EXERCISE BRIEF
Could you show each line of the records that contains the word "leaves"?

BEGIN SOURCE MATERIAL

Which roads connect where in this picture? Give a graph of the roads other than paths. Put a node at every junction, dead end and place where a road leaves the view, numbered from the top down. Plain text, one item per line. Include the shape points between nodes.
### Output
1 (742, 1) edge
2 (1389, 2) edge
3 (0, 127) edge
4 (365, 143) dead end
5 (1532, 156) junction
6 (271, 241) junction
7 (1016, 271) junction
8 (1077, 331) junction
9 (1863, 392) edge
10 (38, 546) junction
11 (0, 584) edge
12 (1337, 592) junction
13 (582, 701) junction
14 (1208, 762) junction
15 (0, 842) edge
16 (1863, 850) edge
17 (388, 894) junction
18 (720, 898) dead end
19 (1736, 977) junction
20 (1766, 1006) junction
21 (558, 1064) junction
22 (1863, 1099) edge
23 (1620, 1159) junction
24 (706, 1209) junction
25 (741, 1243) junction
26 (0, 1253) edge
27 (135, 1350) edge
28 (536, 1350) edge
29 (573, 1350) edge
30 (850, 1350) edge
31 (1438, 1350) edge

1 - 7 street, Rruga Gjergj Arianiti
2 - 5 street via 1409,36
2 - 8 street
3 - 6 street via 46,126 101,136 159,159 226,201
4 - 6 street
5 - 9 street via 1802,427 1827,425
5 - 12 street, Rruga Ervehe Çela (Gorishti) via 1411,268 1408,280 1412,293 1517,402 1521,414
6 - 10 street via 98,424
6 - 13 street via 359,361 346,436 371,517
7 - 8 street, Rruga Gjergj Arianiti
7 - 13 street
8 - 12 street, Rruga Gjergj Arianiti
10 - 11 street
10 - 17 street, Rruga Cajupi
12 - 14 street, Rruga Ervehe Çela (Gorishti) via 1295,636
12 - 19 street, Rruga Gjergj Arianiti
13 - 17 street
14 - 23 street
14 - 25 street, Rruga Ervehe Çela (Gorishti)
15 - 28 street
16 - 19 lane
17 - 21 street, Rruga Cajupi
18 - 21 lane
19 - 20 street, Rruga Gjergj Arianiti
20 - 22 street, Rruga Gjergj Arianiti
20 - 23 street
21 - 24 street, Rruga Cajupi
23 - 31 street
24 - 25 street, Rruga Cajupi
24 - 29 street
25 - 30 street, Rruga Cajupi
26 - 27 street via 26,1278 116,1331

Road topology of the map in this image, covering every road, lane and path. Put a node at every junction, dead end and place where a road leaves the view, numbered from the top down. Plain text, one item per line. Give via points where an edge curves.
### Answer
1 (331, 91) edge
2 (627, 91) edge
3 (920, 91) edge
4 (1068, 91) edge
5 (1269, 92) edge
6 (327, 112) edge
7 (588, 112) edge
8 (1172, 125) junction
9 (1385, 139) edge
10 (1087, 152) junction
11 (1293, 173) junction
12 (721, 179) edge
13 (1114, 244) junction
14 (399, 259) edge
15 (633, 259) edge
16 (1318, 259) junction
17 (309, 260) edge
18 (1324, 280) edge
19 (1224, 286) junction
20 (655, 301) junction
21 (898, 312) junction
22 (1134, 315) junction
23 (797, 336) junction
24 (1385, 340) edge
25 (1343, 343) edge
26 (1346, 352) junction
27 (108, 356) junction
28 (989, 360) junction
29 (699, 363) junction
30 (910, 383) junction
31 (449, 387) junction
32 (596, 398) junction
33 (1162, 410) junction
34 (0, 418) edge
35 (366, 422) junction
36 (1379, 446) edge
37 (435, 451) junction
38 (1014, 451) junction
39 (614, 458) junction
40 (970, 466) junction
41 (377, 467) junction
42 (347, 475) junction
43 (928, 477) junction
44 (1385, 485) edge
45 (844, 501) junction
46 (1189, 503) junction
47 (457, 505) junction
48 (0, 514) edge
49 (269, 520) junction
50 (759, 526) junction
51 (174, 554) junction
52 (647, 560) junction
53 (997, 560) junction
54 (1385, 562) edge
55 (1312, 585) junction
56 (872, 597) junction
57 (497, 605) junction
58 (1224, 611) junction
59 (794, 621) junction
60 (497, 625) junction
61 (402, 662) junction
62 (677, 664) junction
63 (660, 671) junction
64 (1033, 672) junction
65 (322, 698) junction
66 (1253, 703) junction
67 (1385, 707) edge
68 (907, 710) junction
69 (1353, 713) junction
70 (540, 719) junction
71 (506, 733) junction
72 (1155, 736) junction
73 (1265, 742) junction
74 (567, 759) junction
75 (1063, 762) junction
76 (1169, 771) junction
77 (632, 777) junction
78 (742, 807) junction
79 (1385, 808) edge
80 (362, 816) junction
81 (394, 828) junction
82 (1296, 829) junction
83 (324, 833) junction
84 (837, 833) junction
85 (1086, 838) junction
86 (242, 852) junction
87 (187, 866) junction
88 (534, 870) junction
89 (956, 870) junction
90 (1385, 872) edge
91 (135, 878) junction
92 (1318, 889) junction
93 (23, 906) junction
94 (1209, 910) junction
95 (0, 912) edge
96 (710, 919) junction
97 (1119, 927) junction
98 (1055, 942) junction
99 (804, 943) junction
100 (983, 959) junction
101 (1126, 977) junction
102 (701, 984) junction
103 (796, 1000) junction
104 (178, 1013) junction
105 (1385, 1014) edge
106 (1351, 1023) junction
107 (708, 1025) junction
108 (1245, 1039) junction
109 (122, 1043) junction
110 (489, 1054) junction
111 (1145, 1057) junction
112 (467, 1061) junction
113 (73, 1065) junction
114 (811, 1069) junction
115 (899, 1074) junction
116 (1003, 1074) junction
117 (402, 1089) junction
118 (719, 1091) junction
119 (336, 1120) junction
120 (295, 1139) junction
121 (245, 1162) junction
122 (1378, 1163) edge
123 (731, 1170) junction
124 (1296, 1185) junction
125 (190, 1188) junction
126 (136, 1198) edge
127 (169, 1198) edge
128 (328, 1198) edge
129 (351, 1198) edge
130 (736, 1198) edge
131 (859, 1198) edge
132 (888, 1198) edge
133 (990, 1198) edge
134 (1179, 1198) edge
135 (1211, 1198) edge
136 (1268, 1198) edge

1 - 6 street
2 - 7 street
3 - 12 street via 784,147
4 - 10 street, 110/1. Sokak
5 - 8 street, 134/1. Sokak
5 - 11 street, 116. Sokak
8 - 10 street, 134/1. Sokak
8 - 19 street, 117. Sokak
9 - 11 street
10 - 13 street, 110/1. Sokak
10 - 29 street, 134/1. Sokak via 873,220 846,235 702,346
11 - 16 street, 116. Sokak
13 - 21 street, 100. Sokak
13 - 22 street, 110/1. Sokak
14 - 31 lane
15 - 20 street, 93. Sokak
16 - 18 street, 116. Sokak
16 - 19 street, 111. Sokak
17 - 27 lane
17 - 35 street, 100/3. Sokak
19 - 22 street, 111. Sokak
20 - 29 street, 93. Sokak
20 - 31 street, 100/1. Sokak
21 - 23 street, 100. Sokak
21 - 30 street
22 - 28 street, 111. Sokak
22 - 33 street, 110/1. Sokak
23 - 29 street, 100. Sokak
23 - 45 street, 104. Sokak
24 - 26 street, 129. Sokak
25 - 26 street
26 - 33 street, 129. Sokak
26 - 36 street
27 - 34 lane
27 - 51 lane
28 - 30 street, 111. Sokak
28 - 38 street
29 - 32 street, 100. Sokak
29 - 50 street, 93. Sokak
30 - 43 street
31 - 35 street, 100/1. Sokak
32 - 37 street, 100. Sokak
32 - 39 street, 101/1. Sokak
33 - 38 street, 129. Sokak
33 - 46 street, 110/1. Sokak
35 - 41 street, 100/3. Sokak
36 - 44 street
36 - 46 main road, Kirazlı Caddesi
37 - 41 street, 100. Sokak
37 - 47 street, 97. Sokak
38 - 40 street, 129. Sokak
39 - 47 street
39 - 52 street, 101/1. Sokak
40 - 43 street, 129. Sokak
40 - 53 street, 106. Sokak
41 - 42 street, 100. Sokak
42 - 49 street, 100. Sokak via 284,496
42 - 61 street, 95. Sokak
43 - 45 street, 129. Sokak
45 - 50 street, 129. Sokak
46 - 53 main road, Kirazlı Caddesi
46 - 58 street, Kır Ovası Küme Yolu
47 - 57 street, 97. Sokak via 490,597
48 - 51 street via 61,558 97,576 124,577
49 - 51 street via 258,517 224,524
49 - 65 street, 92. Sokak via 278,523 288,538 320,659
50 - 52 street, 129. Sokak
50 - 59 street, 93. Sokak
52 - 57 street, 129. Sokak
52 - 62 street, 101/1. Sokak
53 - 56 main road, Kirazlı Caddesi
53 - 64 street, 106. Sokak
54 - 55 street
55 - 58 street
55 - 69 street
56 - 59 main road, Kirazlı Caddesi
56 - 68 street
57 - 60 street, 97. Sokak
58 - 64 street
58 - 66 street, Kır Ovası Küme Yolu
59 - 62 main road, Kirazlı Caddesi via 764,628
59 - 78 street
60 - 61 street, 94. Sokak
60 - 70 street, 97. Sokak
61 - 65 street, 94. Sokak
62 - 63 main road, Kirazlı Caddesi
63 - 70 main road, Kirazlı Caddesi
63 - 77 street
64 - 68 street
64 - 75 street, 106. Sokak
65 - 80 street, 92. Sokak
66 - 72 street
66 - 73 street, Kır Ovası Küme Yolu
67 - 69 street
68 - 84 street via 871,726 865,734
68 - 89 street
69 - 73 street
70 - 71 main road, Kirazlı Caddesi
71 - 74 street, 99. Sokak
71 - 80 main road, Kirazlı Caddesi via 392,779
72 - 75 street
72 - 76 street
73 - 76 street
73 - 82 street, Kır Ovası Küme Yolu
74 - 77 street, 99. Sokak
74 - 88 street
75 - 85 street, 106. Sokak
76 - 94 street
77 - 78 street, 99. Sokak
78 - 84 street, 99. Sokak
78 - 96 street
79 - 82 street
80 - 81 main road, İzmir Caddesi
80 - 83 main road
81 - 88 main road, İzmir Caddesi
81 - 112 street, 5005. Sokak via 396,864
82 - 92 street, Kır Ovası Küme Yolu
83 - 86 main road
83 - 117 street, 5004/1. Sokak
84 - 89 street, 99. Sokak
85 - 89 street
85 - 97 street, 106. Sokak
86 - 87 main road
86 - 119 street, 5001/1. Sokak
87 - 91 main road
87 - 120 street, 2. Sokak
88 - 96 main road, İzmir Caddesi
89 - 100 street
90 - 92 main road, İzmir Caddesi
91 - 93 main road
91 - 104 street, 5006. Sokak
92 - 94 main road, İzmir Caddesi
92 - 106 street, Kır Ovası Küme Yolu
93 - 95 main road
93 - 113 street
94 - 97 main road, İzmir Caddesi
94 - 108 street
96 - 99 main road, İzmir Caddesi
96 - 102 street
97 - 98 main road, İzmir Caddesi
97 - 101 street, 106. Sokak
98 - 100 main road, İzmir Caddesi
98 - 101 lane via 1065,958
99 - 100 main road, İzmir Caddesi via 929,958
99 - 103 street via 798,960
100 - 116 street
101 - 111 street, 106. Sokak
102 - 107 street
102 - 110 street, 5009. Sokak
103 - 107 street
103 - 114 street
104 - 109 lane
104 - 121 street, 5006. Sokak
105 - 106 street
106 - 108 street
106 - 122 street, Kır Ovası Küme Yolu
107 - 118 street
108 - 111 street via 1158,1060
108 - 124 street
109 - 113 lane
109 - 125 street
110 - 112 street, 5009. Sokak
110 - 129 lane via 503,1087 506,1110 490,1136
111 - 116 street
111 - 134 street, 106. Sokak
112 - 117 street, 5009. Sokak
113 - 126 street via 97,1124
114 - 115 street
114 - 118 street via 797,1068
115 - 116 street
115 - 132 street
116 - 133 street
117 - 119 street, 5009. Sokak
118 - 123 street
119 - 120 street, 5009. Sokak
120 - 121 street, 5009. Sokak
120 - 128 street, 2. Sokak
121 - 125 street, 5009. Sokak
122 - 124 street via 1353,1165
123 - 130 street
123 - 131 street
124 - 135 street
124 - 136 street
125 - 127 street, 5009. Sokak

END SOURCE MATERIAL

RESPONSE TO THIS EXERCISE
Which roads connect where in this picture? Give a graph of the roads other than paths. Put a node at every junction, dead end and place where a road leaves the view, numbered from the top down. Plain text, one item per line. Include the shape points between nodes.
Road topology of the map in this image, covering every road, lane and path. Put a node at every junction, dead end and place where a road leaves the view, numbered from the top down. Plain text, one item per line. Give via points where an edge curves.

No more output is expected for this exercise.